Work item: The answer must be one number: how many lines in the records below contain the word "DANTE".
---- Records for this exercise
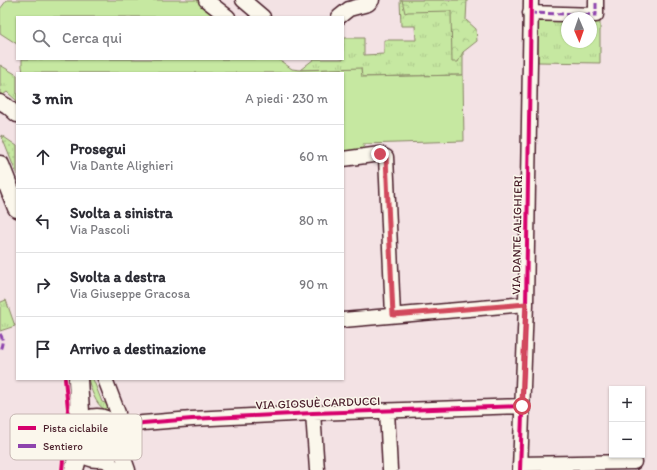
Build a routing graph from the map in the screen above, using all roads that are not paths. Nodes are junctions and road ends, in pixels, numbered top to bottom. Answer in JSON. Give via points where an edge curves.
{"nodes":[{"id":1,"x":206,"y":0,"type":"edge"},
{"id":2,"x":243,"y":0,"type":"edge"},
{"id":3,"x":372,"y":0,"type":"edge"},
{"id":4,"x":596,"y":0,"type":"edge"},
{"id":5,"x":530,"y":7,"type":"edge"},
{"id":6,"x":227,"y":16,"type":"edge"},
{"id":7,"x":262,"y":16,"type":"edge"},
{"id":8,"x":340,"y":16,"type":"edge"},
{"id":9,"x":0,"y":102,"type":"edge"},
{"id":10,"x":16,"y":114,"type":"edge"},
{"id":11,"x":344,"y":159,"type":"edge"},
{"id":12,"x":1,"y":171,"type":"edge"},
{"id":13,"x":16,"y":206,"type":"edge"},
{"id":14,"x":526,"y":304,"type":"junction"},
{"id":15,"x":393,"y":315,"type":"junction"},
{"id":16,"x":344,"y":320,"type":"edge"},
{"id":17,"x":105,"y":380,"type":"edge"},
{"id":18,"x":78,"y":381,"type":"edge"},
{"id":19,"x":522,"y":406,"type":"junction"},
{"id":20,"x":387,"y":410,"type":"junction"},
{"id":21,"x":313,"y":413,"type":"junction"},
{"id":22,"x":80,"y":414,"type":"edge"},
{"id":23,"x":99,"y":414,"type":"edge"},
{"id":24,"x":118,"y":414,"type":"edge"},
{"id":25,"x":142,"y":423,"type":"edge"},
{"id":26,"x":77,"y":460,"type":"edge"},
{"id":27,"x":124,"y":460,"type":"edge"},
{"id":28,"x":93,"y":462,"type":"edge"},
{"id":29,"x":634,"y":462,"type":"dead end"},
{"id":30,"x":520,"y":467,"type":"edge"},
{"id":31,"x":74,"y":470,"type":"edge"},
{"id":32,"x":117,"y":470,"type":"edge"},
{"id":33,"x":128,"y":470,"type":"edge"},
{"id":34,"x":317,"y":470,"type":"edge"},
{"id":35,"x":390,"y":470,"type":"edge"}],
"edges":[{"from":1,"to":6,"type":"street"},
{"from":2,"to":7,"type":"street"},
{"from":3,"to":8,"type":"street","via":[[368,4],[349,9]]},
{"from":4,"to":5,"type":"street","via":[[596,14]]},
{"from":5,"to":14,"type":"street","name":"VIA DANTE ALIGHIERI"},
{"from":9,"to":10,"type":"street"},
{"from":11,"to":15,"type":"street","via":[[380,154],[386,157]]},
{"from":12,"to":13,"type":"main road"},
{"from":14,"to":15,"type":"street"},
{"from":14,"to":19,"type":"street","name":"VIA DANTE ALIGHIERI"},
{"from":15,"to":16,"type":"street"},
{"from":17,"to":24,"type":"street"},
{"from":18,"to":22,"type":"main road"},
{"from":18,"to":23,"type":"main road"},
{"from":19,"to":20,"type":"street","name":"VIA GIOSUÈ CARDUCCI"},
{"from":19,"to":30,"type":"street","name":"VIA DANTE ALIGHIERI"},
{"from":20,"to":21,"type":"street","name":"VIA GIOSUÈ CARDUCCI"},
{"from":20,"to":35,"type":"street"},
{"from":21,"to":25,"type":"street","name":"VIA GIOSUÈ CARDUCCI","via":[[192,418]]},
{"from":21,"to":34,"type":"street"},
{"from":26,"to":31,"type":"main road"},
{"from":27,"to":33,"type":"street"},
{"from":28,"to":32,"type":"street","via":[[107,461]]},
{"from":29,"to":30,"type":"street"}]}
--------
Reply to the task: 3